**Exercise prompt**
Take the listing and print it in full, exactly as given.

** Supplied material follows **

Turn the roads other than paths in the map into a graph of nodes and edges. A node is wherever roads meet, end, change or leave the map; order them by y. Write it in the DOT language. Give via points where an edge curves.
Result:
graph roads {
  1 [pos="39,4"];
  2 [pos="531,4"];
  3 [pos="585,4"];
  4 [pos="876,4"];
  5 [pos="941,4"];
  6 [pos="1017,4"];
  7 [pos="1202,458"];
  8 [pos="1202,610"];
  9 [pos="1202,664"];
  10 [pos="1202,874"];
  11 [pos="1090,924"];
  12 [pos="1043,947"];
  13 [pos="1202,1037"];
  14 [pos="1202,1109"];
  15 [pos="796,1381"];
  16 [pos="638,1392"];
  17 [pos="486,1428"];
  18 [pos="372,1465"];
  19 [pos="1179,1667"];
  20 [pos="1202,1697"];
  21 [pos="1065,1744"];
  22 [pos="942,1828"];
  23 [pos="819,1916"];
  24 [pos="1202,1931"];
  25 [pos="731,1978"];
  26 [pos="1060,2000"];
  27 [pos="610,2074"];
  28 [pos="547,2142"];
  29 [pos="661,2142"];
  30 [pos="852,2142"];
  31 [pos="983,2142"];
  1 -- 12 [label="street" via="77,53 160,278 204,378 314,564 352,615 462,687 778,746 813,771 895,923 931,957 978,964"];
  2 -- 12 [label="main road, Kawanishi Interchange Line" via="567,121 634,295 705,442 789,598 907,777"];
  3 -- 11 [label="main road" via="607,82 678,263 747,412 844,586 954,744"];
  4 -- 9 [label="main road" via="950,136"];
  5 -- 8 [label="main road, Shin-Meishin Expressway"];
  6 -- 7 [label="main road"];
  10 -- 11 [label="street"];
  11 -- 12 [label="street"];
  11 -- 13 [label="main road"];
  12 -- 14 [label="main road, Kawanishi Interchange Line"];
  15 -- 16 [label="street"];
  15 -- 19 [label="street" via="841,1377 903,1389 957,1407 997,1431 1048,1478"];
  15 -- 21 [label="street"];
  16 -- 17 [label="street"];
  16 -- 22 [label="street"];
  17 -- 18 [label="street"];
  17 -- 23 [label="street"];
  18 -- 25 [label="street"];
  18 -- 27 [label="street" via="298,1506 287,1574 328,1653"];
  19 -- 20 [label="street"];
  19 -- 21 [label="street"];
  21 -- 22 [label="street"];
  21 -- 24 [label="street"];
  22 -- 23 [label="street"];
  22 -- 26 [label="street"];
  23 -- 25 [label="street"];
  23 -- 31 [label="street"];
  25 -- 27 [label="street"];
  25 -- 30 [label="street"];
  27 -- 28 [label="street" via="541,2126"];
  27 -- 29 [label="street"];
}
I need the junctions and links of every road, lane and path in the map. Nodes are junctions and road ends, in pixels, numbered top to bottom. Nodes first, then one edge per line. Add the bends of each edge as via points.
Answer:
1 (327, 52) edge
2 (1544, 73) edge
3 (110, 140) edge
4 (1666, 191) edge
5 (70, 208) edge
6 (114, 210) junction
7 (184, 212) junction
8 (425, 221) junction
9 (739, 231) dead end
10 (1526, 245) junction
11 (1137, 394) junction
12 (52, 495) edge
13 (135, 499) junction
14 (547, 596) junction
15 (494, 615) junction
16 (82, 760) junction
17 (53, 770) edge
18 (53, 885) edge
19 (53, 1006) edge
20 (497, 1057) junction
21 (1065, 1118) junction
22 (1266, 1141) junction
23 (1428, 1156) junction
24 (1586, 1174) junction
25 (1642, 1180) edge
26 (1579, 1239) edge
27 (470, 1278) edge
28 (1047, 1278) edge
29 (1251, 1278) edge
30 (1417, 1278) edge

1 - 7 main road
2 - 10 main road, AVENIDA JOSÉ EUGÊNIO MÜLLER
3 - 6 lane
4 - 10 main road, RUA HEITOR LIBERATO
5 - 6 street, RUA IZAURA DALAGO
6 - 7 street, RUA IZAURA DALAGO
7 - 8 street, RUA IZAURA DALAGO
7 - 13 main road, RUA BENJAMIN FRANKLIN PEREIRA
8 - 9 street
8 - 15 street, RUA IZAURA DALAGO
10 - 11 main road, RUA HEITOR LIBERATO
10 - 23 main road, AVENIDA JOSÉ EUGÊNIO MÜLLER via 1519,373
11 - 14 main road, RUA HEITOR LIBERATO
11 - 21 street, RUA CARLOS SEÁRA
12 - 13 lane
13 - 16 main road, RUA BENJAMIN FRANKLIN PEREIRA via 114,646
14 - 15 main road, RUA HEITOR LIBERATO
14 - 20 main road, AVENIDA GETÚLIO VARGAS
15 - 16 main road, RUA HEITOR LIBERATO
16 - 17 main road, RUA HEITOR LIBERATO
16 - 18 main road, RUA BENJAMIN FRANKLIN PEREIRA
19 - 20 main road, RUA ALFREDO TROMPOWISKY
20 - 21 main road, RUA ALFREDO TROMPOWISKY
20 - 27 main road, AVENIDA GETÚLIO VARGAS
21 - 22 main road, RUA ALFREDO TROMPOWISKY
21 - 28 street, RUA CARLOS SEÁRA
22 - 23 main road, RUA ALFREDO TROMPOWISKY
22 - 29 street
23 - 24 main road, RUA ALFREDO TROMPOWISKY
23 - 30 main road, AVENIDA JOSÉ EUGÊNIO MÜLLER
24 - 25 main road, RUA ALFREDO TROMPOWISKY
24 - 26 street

** End of Supplied material **

**Task output**
Turn the roads other than paths in the map into a graph of nodes and edges. A node is wherever roads meet, end, change or leave the map; order them by y. Write it in the DOT language. Give via points where an edge curves.
Result:
graph roads {
  1 [pos="39,4"];
  2 [pos="531,4"];
  3 [pos="585,4"];
  4 [pos="876,4"];
  5 [pos="941,4"];
  6 [pos="1017,4"];
  7 [pos="1202,458"];
  8 [pos="1202,610"];
  9 [pos="1202,664"];
  10 [pos="1202,874"];
  11 [pos="1090,924"];
  12 [pos="1043,947"];
  13 [pos="1202,1037"];
  14 [pos="1202,1109"];
  15 [pos="796,1381"];
  16 [pos="638,1392"];
  17 [pos="486,1428"];
  18 [pos="372,1465"];
  19 [pos="1179,1667"];
  20 [pos="1202,1697"];
  21 [pos="1065,1744"];
  22 [pos="942,1828"];
  23 [pos="819,1916"];
  24 [pos="1202,1931"];
  25 [pos="731,1978"];
  26 [pos="1060,2000"];
  27 [pos="610,2074"];
  28 [pos="547,2142"];
  29 [pos="661,2142"];
  30 [pos="852,2142"];
  31 [pos="983,2142"];
  1 -- 12 [label="street" via="77,53 160,278 204,378 314,564 352,615 462,687 778,746 813,771 895,923 931,957 978,964"];
  2 -- 12 [label="main road, Kawanishi Interchange Line" via="567,121 634,295 705,442 789,598 907,777"];
  3 -- 11 [label="main road" via="607,82 678,263 747,412 844,586 954,744"];
  4 -- 9 [label="main road" via="950,136"];
  5 -- 8 [label="main road, Shin-Meishin Expressway"];
  6 -- 7 [label="main road"];
  10 -- 11 [label="street"];
  11 -- 12 [label="street"];
  11 -- 13 [label="main road"];
  12 -- 14 [label="main road, Kawanishi Interchange Line"];
  15 -- 16 [label="street"];
  15 -- 19 [label="street" via="841,1377 903,1389 957,1407 997,1431 1048,1478"];
  15 -- 21 [label="street"];
  16 -- 17 [label="street"];
  16 -- 22 [label="street"];
  17 -- 18 [label="street"];
  17 -- 23 [label="street"];
  18 -- 25 [label="street"];
  18 -- 27 [label="street" via="298,1506 287,1574 328,1653"];
  19 -- 20 [label="street"];
  19 -- 21 [label="street"];
  21 -- 22 [label="street"];
  21 -- 24 [label="street"];
  22 -- 23 [label="street"];
  22 -- 26 [label="street"];
  23 -- 25 [label="street"];
  23 -- 31 [label="street"];
  25 -- 27 [label="street"];
  25 -- 30 [label="street"];
  27 -- 28 [label="street" via="541,2126"];
  27 -- 29 [label="street"];
}
I need the junctions and links of every road, lane and path in the map. Nodes are junctions and road ends, in pixels, numbered top to bottom. Nodes first, then one edge per line. Add the bends of each edge as via points.
Answer:
1 (327, 52) edge
2 (1544, 73) edge
3 (110, 140) edge
4 (1666, 191) edge
5 (70, 208) edge
6 (114, 210) junction
7 (184, 212) junction
8 (425, 221) junction
9 (739, 231) dead end
10 (1526, 245) junction
11 (1137, 394) junction
12 (52, 495) edge
13 (135, 499) junction
14 (547, 596) junction
15 (494, 615) junction
16 (82, 760) junction
17 (53, 770) edge
18 (53, 885) edge
19 (53, 1006) edge
20 (497, 1057) junction
21 (1065, 1118) junction
22 (1266, 1141) junction
23 (1428, 1156) junction
24 (1586, 1174) junction
25 (1642, 1180) edge
26 (1579, 1239) edge
27 (470, 1278) edge
28 (1047, 1278) edge
29 (1251, 1278) edge
30 (1417, 1278) edge

1 - 7 main road
2 - 10 main road, AVENIDA JOSÉ EUGÊNIO MÜLLER
3 - 6 lane
4 - 10 main road, RUA HEITOR LIBERATO
5 - 6 street, RUA IZAURA DALAGO
6 - 7 street, RUA IZAURA DALAGO
7 - 8 street, RUA IZAURA DALAGO
7 - 13 main road, RUA BENJAMIN FRANKLIN PEREIRA
8 - 9 street
8 - 15 street, RUA IZAURA DALAGO
10 - 11 main road, RUA HEITOR LIBERATO
10 - 23 main road, AVENIDA JOSÉ EUGÊNIO MÜLLER via 1519,373
11 - 14 main road, RUA HEITOR LIBERATO
11 - 21 street, RUA CARLOS SEÁRA
12 - 13 lane
13 - 16 main road, RUA BENJAMIN FRANKLIN PEREIRA via 114,646
14 - 15 main road, RUA HEITOR LIBERATO
14 - 20 main road, AVENIDA GETÚLIO VARGAS
15 - 16 main road, RUA HEITOR LIBERATO
16 - 17 main road, RUA HEITOR LIBERATO
16 - 18 main road, RUA BENJAMIN FRANKLIN PEREIRA
19 - 20 main road, RUA ALFREDO TROMPOWISKY
20 - 21 main road, RUA ALFREDO TROMPOWISKY
20 - 27 main road, AVENIDA GETÚLIO VARGAS
21 - 22 main road, RUA ALFREDO TROMPOWISKY
21 - 28 street, RUA CARLOS SEÁRA
22 - 23 main road, RUA ALFREDO TROMPOWISKY
22 - 29 street
23 - 24 main road, RUA ALFREDO TROMPOWISKY
23 - 30 main road, AVENIDA JOSÉ EUGÊNIO MÜLLER
24 - 25 main road, RUA ALFREDO TROMPOWISKY
24 - 26 street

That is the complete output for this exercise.